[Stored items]
● ● ● ● ● ● ●

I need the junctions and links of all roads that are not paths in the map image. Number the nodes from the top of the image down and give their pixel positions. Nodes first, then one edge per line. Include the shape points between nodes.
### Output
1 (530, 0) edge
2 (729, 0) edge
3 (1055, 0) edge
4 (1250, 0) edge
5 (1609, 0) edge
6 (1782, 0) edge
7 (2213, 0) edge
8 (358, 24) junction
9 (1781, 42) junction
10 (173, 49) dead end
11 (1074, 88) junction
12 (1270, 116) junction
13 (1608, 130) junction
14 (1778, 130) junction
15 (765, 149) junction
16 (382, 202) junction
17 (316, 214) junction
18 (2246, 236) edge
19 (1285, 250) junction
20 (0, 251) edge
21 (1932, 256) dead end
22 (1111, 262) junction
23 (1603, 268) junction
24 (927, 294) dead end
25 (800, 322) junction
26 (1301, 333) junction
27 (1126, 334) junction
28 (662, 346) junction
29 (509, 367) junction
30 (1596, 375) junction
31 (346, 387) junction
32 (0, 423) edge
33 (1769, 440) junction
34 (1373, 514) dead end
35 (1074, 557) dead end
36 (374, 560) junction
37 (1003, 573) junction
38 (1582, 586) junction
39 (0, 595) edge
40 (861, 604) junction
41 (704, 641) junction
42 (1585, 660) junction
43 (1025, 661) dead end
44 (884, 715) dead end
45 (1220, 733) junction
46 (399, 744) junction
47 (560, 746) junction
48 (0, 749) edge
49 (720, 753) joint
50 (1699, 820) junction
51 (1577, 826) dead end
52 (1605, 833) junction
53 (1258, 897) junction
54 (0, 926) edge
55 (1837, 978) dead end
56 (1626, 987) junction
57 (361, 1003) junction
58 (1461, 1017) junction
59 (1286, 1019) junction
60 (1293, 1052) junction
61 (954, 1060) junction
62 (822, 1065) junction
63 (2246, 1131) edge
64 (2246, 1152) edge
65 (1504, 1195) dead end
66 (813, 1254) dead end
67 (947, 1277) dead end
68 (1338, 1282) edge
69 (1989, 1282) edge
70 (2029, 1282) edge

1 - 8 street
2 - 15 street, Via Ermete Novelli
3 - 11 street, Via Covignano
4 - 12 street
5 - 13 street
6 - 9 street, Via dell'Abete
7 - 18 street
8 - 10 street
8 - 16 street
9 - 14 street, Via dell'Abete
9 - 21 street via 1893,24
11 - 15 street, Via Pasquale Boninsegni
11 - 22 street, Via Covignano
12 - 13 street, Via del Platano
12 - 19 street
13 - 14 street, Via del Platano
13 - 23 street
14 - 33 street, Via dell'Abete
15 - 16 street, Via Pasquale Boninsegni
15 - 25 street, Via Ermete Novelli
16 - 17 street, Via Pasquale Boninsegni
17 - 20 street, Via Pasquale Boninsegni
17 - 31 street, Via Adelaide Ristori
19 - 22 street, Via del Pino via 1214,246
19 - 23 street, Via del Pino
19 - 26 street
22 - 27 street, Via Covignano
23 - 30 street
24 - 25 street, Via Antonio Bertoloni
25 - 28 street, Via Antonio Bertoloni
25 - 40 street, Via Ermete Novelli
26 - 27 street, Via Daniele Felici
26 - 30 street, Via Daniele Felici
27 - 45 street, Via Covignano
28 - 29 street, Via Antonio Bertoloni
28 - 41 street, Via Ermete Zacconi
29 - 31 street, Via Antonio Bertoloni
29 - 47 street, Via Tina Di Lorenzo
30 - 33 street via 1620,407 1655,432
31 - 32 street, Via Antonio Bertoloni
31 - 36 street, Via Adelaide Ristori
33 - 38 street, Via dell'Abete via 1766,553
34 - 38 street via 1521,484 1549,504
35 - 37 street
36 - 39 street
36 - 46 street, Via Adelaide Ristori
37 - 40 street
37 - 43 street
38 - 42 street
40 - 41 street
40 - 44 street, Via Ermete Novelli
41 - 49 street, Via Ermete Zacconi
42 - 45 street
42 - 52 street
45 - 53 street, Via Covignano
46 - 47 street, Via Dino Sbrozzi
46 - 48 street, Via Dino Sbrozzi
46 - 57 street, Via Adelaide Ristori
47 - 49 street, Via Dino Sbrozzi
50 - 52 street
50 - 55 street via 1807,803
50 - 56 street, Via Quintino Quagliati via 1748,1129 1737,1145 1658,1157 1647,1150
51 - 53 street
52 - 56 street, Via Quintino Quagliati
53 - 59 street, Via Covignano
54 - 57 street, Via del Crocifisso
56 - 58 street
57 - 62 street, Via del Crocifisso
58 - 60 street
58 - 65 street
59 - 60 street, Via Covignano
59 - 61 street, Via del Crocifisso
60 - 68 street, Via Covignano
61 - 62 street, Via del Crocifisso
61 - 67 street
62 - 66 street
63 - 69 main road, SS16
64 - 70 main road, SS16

● ● ● ● ● ● ●

_PROBLEM REQUIREMENTS_.
This task calls for every entry above to be transcribed exactly.

_EXERCISE SOLUTION_.
I need the junctions and links of all roads that are not paths in the map image. Number the nodes from the top of the image down and give their pixel positions. Nodes first, then one edge per line. Include the shape points between nodes.
### Output
1 (530, 0) edge
2 (729, 0) edge
3 (1055, 0) edge
4 (1250, 0) edge
5 (1609, 0) edge
6 (1782, 0) edge
7 (2213, 0) edge
8 (358, 24) junction
9 (1781, 42) junction
10 (173, 49) dead end
11 (1074, 88) junction
12 (1270, 116) junction
13 (1608, 130) junction
14 (1778, 130) junction
15 (765, 149) junction
16 (382, 202) junction
17 (316, 214) junction
18 (2246, 236) edge
19 (1285, 250) junction
20 (0, 251) edge
21 (1932, 256) dead end
22 (1111, 262) junction
23 (1603, 268) junction
24 (927, 294) dead end
25 (800, 322) junction
26 (1301, 333) junction
27 (1126, 334) junction
28 (662, 346) junction
29 (509, 367) junction
30 (1596, 375) junction
31 (346, 387) junction
32 (0, 423) edge
33 (1769, 440) junction
34 (1373, 514) dead end
35 (1074, 557) dead end
36 (374, 560) junction
37 (1003, 573) junction
38 (1582, 586) junction
39 (0, 595) edge
40 (861, 604) junction
41 (704, 641) junction
42 (1585, 660) junction
43 (1025, 661) dead end
44 (884, 715) dead end
45 (1220, 733) junction
46 (399, 744) junction
47 (560, 746) junction
48 (0, 749) edge
49 (720, 753) joint
50 (1699, 820) junction
51 (1577, 826) dead end
52 (1605, 833) junction
53 (1258, 897) junction
54 (0, 926) edge
55 (1837, 978) dead end
56 (1626, 987) junction
57 (361, 1003) junction
58 (1461, 1017) junction
59 (1286, 1019) junction
60 (1293, 1052) junction
61 (954, 1060) junction
62 (822, 1065) junction
63 (2246, 1131) edge
64 (2246, 1152) edge
65 (1504, 1195) dead end
66 (813, 1254) dead end
67 (947, 1277) dead end
68 (1338, 1282) edge
69 (1989, 1282) edge
70 (2029, 1282) edge

1 - 8 street
2 - 15 street, Via Ermete Novelli
3 - 11 street, Via Covignano
4 - 12 street
5 - 13 street
6 - 9 street, Via dell'Abete
7 - 18 street
8 - 10 street
8 - 16 street
9 - 14 street, Via dell'Abete
9 - 21 street via 1893,24
11 - 15 street, Via Pasquale Boninsegni
11 - 22 street, Via Covignano
12 - 13 street, Via del Platano
12 - 19 street
13 - 14 street, Via del Platano
13 - 23 street
14 - 33 street, Via dell'Abete
15 - 16 street, Via Pasquale Boninsegni
15 - 25 street, Via Ermete Novelli
16 - 17 street, Via Pasquale Boninsegni
17 - 20 street, Via Pasquale Boninsegni
17 - 31 street, Via Adelaide Ristori
19 - 22 street, Via del Pino via 1214,246
19 - 23 street, Via del Pino
19 - 26 street
22 - 27 street, Via Covignano
23 - 30 street
24 - 25 street, Via Antonio Bertoloni
25 - 28 street, Via Antonio Bertoloni
25 - 40 street, Via Ermete Novelli
26 - 27 street, Via Daniele Felici
26 - 30 street, Via Daniele Felici
27 - 45 street, Via Covignano
28 - 29 street, Via Antonio Bertoloni
28 - 41 street, Via Ermete Zacconi
29 - 31 street, Via Antonio Bertoloni
29 - 47 street, Via Tina Di Lorenzo
30 - 33 street via 1620,407 1655,432
31 - 32 street, Via Antonio Bertoloni
31 - 36 street, Via Adelaide Ristori
33 - 38 street, Via dell'Abete via 1766,553
34 - 38 street via 1521,484 1549,504
35 - 37 street
36 - 39 street
36 - 46 street, Via Adelaide Ristori
37 - 40 street
37 - 43 street
38 - 42 street
40 - 41 street
40 - 44 street, Via Ermete Novelli
41 - 49 street, Via Ermete Zacconi
42 - 45 street
42 - 52 street
45 - 53 street, Via Covignano
46 - 47 street, Via Dino Sbrozzi
46 - 48 street, Via Dino Sbrozzi
46 - 57 street, Via Adelaide Ristori
47 - 49 street, Via Dino Sbrozzi
50 - 52 street
50 - 55 street via 1807,803
50 - 56 street, Via Quintino Quagliati via 1748,1129 1737,1145 1658,1157 1647,1150
51 - 53 street
52 - 56 street, Via Quintino Quagliati
53 - 59 street, Via Covignano
54 - 57 street, Via del Crocifisso
56 - 58 street
57 - 62 street, Via del Crocifisso
58 - 60 street
58 - 65 street
59 - 60 street, Via Covignano
59 - 61 street, Via del Crocifisso
60 - 68 street, Via Covignano
61 - 62 street, Via del Crocifisso
61 - 67 street
62 - 66 street
63 - 69 main road, SS16
64 - 70 main road, SS16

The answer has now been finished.